- Given information:

_ _ _ _

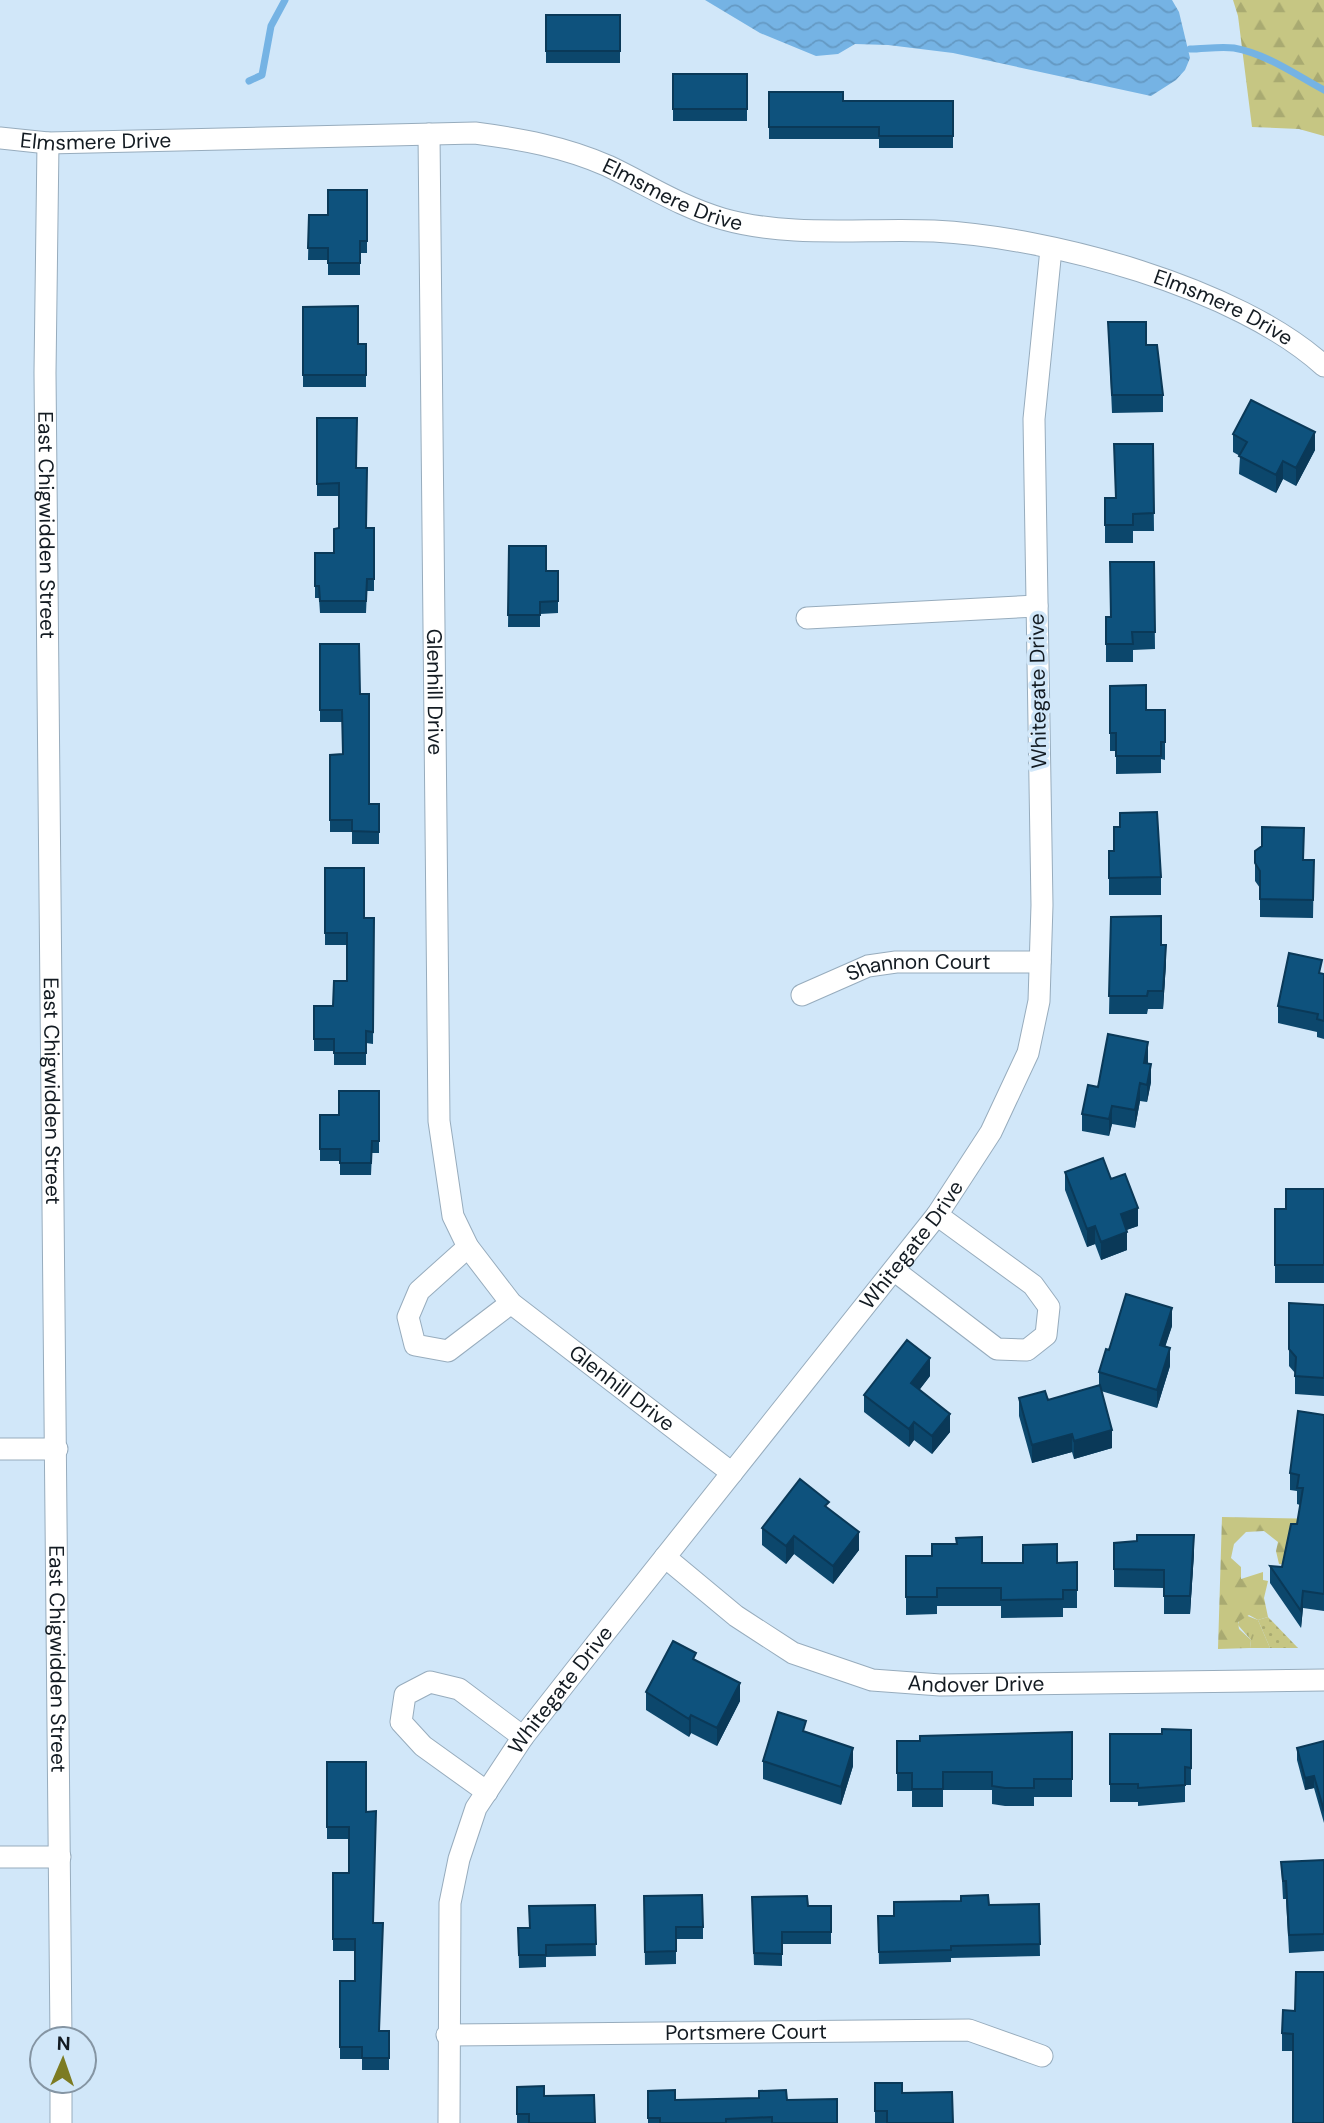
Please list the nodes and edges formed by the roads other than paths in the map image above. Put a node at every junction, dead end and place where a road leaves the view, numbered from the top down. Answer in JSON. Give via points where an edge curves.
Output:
{"nodes":[{"id":1,"x":429,"y":134,"type":"junction"},
{"id":2,"x":0,"y":138,"type":"edge"},
{"id":3,"x":48,"y":143,"type":"junction"},
{"id":4,"x":1051,"y":249,"type":"junction"},
{"id":5,"x":1324,"y":366,"type":"edge"},
{"id":6,"x":1037,"y":606,"type":"junction"},
{"id":7,"x":807,"y":618,"type":"dead end"},
{"id":8,"x":1040,"y":962,"type":"junction"},
{"id":9,"x":802,"y":995,"type":"dead end"},
{"id":10,"x":937,"y":1215,"type":"junction"},
{"id":11,"x":468,"y":1247,"type":"junction"},
{"id":12,"x":895,"y":1271,"type":"junction"},
{"id":13,"x":511,"y":1303,"type":"junction"},
{"id":14,"x":0,"y":1449,"type":"edge"},
{"id":15,"x":57,"y":1449,"type":"junction"},
{"id":16,"x":732,"y":1473,"type":"junction"},
{"id":17,"x":666,"y":1557,"type":"junction"},
{"id":18,"x":1324,"y":1680,"type":"edge"},
{"id":19,"x":523,"y":1737,"type":"junction"},
{"id":20,"x":487,"y":1792,"type":"junction"},
{"id":21,"x":0,"y":1857,"type":"edge"},
{"id":22,"x":60,"y":1857,"type":"junction"},
{"id":23,"x":61,"y":2025,"type":"edge"},
{"id":24,"x":447,"y":2035,"type":"junction"},
{"id":25,"x":1042,"y":2056,"type":"dead end"},
{"id":26,"x":61,"y":2095,"type":"edge"},
{"id":27,"x":61,"y":2123,"type":"edge"},
{"id":28,"x":449,"y":2123,"type":"edge"}],
"edges":[{"from":1,"to":3,"type":"street","name":"Elmsmere Drive"},
{"from":1,"to":4,"type":"street","name":"Elmsmere Drive","via":[[525,139],[574,153],[680,204],[757,226],[937,231]]},
{"from":1,"to":11,"type":"street","name":"Glenhill Drive","via":[[439,1121],[453,1216]]},
{"from":2,"to":3,"type":"street","name":"Elmsmere Drive"},
{"from":3,"to":15,"type":"street","name":"East Chigwidden Street","via":[[45,373]]},
{"from":4,"to":5,"type":"street","name":"Elmsmere Drive","via":[[1155,276],[1200,293],[1268,327]]},
{"from":4,"to":6,"type":"street","name":"Whitegate Drive","via":[[1034,419]]},
{"from":6,"to":7,"type":"street"},
{"from":6,"to":8,"type":"street","name":"Whitegate Drive"},
{"from":8,"to":9,"type":"street","name":"Shannon Court","via":[[887,963],[868,966]]},
{"from":8,"to":10,"type":"street","name":"Whitegate Drive","via":[[1039,1001],[1028,1053],[991,1132]]},
{"from":10,"to":12,"type":"street","name":"Whitegate Drive"},
{"from":10,"to":12,"type":"street","via":[[1033,1285],[1049,1307],[1046,1335],[1027,1350],[997,1349]]},
{"from":11,"to":13,"type":"street","name":"Glenhill Drive"},
{"from":11,"to":13,"type":"street","via":[[419,1291],[408,1317],[415,1345],[449,1351]]},
{"from":12,"to":16,"type":"street","name":"Whitegate Drive"},
{"from":13,"to":16,"type":"street","name":"Glenhill Drive"},
{"from":14,"to":15,"type":"street"},
{"from":15,"to":22,"type":"street","name":"East Chigwidden Street"},
{"from":16,"to":17,"type":"street","name":"Whitegate Drive"},
{"from":17,"to":18,"type":"street","name":"Andover Drive","via":[[736,1616],[793,1653],[872,1680],[940,1685]]},
{"from":17,"to":19,"type":"street","name":"Whitegate Drive"},
{"from":19,"to":20,"type":"street","name":"Whitegate Drive"},
{"from":19,"to":20,"type":"street","via":[[459,1689],[430,1682],[405,1695],[401,1722],[424,1746]]},
{"from":20,"to":24,"type":"street","name":"Whitegate Drive","via":[[476,1808],[459,1858],[450,1903]]},
{"from":21,"to":22,"type":"street"},
{"from":22,"to":23,"type":"street","name":"East Chigwidden Street"},
{"from":24,"to":25,"type":"street","name":"Portsmere Court","via":[[969,2030]]},
{"from":24,"to":28,"type":"street","name":"Whitegate Drive"},
{"from":26,"to":27,"type":"street"}]}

_ _ _ _

- Exercise goal: Look through the data above. Each line containing the word "Chigwidden" needs to be copied.

- Output for this task:
{"from":3,"to":15,"type":"street","name":"East Chigwidden Street","via":[[45,373]]},
{"from":15,"to":22,"type":"street","name":"East Chigwidden Street"},
{"from":22,"to":23,"type":"street","name":"East Chigwidden Street"},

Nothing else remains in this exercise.